Несомненно, были скептики и среди офицеров, поехавших «на конференцию». Одни из них, из кадровых военных, отправились, следуя воинской психологии безусловного подчинения приказу. Другие, может быть, считали своим долгом разделить судьбу своих боевых товарищей, подобно тому, как в духе традиции прусского генералитета, согласно которой командующий был морально обязан разделить судьбу подчиненных ему солдат, отказался отречься от своих товарищей-казаков командир 15-го Казачьего Корпуса генерал Г. фон Паннвиц и вместе с ними отправился на верную смерть в советском застенке.

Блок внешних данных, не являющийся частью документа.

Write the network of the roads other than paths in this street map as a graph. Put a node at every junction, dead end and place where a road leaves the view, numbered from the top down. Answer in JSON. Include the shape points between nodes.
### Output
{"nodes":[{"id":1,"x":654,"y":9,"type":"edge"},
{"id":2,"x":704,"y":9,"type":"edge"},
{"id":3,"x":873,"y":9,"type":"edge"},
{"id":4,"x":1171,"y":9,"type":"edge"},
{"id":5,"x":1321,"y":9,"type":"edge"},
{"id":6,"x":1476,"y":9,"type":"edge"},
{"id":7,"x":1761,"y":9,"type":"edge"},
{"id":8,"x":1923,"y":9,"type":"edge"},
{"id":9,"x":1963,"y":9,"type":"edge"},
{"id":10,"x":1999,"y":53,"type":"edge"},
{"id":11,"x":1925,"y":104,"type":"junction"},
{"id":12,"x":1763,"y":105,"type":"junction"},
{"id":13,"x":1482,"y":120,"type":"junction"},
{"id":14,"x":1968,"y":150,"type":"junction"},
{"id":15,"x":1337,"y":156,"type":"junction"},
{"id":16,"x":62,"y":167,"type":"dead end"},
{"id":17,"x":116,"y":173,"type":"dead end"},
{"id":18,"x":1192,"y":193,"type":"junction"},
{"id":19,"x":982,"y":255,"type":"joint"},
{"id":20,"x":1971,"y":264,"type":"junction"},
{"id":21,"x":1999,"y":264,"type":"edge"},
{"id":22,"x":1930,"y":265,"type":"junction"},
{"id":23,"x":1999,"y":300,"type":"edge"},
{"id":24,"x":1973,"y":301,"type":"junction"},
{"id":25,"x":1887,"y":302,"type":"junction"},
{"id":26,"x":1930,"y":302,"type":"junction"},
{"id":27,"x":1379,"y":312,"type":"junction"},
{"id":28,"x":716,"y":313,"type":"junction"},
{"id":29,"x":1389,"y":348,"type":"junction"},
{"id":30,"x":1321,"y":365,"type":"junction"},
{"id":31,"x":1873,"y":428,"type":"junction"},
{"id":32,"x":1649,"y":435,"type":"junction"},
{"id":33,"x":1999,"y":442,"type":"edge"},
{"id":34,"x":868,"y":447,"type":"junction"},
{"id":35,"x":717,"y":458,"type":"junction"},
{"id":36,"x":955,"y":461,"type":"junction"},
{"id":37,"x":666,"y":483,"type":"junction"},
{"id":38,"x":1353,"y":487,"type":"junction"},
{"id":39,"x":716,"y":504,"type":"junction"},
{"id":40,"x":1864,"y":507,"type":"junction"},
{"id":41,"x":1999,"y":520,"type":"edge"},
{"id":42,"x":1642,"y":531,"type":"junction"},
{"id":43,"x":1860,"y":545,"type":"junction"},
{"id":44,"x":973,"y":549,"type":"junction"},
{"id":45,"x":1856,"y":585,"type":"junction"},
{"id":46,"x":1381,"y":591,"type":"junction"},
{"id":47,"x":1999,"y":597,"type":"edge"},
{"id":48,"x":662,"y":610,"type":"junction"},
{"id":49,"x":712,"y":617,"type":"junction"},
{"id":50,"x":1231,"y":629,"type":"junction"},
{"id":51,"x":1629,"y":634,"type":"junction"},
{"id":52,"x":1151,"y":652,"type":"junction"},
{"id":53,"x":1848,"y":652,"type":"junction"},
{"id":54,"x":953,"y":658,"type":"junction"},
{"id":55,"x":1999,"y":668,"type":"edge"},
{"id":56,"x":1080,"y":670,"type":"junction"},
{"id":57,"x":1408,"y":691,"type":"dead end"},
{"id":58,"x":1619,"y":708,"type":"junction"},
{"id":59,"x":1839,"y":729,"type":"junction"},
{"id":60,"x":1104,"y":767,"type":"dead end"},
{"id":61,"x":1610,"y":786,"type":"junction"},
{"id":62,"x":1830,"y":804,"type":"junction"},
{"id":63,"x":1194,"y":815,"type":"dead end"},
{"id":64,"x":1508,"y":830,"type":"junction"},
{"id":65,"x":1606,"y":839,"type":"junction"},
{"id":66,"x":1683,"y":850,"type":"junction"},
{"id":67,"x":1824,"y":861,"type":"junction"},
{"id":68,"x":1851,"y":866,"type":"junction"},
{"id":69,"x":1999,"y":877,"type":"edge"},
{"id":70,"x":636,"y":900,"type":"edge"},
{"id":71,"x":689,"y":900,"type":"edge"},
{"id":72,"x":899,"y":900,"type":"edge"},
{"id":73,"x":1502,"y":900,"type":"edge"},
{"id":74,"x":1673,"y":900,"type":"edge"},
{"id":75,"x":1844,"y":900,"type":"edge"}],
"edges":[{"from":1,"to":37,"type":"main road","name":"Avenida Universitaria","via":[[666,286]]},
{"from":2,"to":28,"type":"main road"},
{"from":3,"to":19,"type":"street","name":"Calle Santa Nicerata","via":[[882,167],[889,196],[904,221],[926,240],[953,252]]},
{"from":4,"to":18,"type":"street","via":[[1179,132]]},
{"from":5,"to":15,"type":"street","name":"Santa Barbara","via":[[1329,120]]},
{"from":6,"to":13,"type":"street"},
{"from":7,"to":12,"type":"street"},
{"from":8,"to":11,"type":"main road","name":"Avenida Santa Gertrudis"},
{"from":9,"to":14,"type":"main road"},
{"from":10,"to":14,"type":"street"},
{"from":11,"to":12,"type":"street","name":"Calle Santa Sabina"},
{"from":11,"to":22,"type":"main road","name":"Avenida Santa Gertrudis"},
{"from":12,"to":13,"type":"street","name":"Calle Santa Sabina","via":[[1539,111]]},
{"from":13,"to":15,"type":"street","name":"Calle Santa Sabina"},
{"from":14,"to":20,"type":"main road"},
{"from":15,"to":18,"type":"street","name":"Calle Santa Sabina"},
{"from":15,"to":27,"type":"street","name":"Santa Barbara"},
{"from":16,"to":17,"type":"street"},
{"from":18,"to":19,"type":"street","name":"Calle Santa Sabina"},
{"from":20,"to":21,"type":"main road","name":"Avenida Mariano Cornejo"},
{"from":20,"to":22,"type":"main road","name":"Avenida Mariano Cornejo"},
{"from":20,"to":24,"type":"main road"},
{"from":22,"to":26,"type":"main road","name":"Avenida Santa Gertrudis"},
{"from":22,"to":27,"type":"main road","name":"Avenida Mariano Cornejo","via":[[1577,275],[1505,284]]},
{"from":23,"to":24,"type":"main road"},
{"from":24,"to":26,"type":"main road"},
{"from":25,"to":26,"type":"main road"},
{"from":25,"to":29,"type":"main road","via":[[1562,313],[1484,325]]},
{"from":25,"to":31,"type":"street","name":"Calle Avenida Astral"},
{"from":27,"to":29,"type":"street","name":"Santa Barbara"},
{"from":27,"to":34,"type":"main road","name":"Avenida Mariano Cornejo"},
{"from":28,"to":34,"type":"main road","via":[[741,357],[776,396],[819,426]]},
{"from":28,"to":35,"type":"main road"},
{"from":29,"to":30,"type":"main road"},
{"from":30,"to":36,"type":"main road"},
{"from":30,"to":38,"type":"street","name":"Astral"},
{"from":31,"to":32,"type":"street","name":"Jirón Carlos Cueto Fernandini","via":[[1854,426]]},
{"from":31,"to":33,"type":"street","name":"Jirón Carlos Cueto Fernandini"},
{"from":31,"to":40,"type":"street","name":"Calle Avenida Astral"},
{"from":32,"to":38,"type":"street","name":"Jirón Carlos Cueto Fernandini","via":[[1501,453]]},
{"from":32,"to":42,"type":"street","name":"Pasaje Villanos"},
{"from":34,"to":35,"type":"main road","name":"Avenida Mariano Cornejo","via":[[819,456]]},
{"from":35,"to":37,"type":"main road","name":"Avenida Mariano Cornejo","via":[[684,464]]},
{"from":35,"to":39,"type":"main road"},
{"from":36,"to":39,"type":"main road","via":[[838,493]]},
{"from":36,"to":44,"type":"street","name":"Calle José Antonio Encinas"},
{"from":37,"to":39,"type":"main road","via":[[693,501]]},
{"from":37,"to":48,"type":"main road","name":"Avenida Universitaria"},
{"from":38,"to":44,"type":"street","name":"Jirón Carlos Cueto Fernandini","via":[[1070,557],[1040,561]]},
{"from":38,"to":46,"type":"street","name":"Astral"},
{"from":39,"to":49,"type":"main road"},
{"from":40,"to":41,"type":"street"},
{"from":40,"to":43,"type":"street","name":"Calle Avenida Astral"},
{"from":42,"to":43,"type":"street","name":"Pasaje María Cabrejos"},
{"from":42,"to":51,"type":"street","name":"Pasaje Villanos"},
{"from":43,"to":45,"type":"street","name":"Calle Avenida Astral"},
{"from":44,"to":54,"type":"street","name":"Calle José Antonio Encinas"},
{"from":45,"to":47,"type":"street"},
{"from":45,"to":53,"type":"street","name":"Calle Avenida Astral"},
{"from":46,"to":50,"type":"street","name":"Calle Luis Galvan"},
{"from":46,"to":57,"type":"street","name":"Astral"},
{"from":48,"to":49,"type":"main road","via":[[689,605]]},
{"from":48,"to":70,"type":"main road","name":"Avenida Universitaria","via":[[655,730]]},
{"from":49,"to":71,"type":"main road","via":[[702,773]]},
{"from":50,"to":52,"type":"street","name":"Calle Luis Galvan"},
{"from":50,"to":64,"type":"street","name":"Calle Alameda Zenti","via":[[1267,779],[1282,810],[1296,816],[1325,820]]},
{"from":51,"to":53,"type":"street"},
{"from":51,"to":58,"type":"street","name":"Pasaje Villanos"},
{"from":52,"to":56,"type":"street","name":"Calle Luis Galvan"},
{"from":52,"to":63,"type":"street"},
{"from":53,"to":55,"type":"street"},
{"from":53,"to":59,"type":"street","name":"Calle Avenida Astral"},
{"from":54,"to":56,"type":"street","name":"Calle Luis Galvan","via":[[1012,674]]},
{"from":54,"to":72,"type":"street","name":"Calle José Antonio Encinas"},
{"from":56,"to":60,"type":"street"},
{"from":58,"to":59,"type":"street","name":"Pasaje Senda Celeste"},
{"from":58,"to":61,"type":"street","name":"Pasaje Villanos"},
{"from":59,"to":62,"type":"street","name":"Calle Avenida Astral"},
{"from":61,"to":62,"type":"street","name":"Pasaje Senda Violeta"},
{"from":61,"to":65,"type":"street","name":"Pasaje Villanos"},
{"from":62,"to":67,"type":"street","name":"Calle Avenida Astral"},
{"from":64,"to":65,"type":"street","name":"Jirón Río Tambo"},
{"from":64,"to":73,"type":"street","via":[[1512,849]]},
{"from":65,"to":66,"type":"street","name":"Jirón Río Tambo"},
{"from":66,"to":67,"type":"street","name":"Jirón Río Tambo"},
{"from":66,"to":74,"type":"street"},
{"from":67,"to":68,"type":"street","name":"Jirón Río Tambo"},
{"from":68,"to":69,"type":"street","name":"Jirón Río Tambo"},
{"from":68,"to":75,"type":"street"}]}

Человеческая психика чрезвычайно сложна, и реконструировать в каждом индивидуальном случае психологическую мотивацию — весьма неблагодарное и сомнительное занятие. И все-таки, несомненно, были среди офицеров и люди с типично русским интеллигентски бездумным убеждением, что цивилизованный западный человек в силу своего культурного превосходства, не может нарушить данного им слова и стать предателем, особенно если этот человек офицер королевской армии. Известно ведь, что одной из основ монархии является принцип личной чести. В какой-то степени, эту иллюзию разделял и генерал П.Н. Краснов, порядочнейший и убежденный монархист.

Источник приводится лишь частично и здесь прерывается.